Oggi e' una signora di 56 anni, che, con calma e malinconia, dice: "Vorrei essere
ricordata come una combattente per la liberta'.
A quelli che si riferiscono alla lotta di liberazione palestinese chiamandola
terrorismo, vorrei ricordare: chi e' che ha portato il terrorismo nelle
nostre vite?
Noi non abbiamo piantato il terrore nella nostra patria, e' il nemico che l'ha
fatto. Dunque i termini dovrebbero essere ristabiliti, sforzandoci, per una
volta, di vedere da dove e perche' il terrore e' venuto fuori." A proposito
dei dirottamenti, Leila dice: "Quel tempo e' finito. In un modo o in un altro,
oggi si parla dei palestinesi. Non e' piu' come prima. Questo processo di pace
e' un processo politico, ma non di pace.
Il bilancio delle forze pende tutto dalla parte di Israele.
La fine della resistenza palestinese avverra' solo quando una pace giusta
e dignitosa sara' raggiunta per tutti, non per pochi.
Ai miei figli dico sempre che devono ricordare di essere palestinesi. Devono
ricordare che i loro genitori sono coinvolti.

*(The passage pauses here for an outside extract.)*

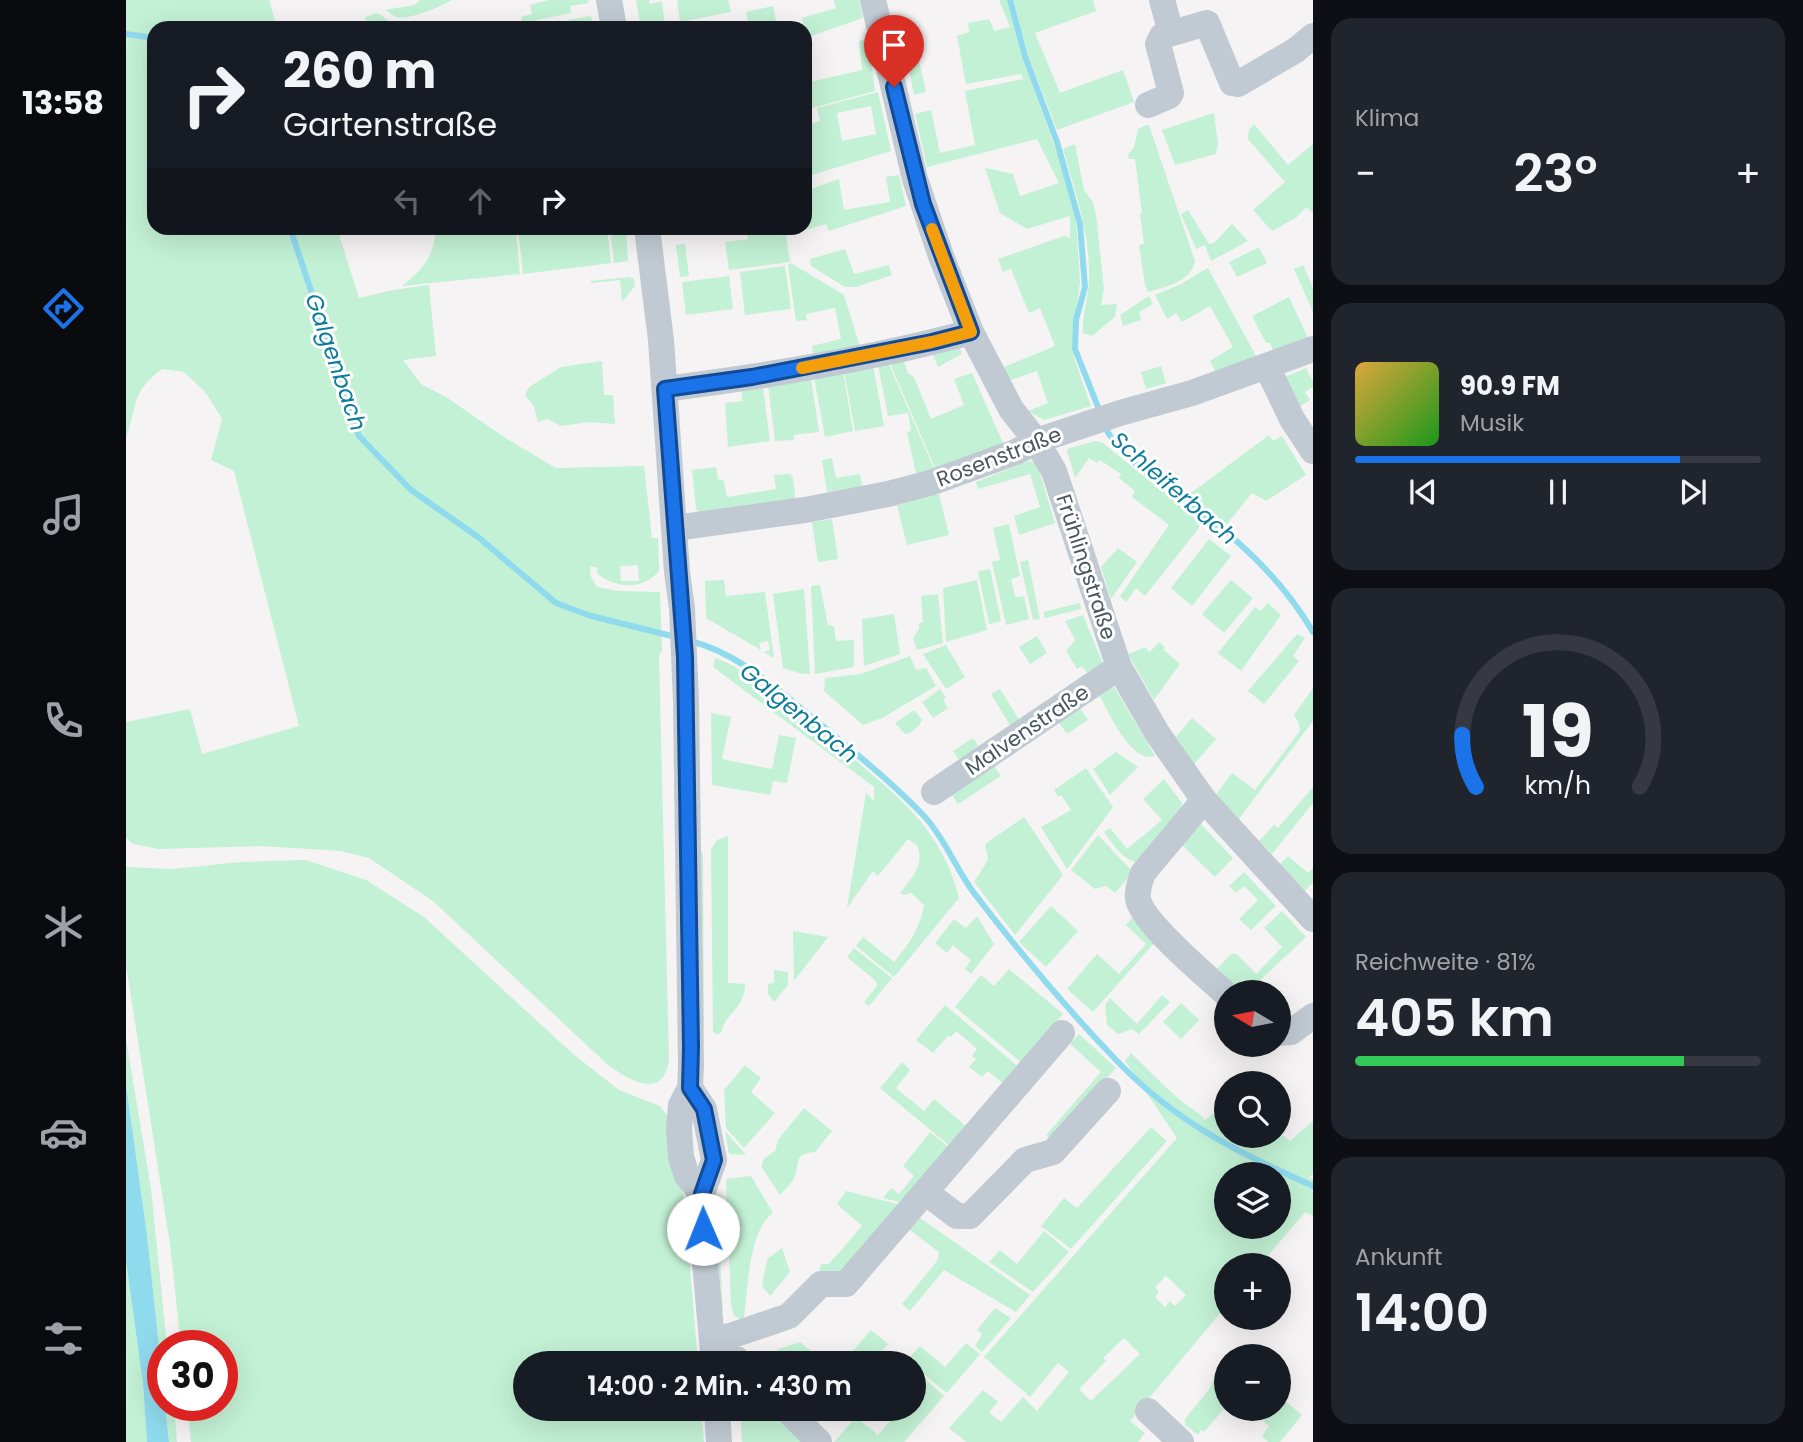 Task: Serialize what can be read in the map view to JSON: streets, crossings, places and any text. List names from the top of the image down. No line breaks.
{"streets":{"street":["Rosenstraße","Frühlingstraße","Malvenstraße"]},"crossings":[["Rosenstraße","Frühlingstraße"],["Frühlingstraße","Malvenstraße"]],"water":["Galgenbach","Schleiferbach"],"north":"left","page":{"tabs":"13:58","tile":["Klima",["Reichweite · 81%","405 km"],["Ankunft","14:00"]],"turn":["260 m","Gartenstraße"],"heat":["−","23°","+"],"song":["90.9 FM","Musik"],"map_buttons":["+","−"],"limit":"30","trip":"14:00 · 2 Min. · 430 m","gauge":["19","km/h"]}}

Essi vivono in una situazione completamente differente da quella del Libano
degli anni '70, ma sanno che hanno qualcosa da fare, nel futuro. Prima di tutto,
devono studiare e conoscere, perche' la conoscenza fa l'uomo ed il popolo. A
volte essi mi chiedono: Se volessimo combattere per la Palestina? Io rispondo:
Un giorno, se ne avrete l'opportunita', se ne sarete convinti, non esitate a
farlo.
Il piu' piccolo mi ha detto: E se dovessi morire? Gli ho risposto: Sarei fiera
di te, perche' hai lottato per il tuo popolo e per la tua terra".
Le parole di Leila Khaled sono tratte dall'intervista di Philip Baum, editore
della rivista "Aviation Security", che l'intervisto' il 5 settembre del 2000.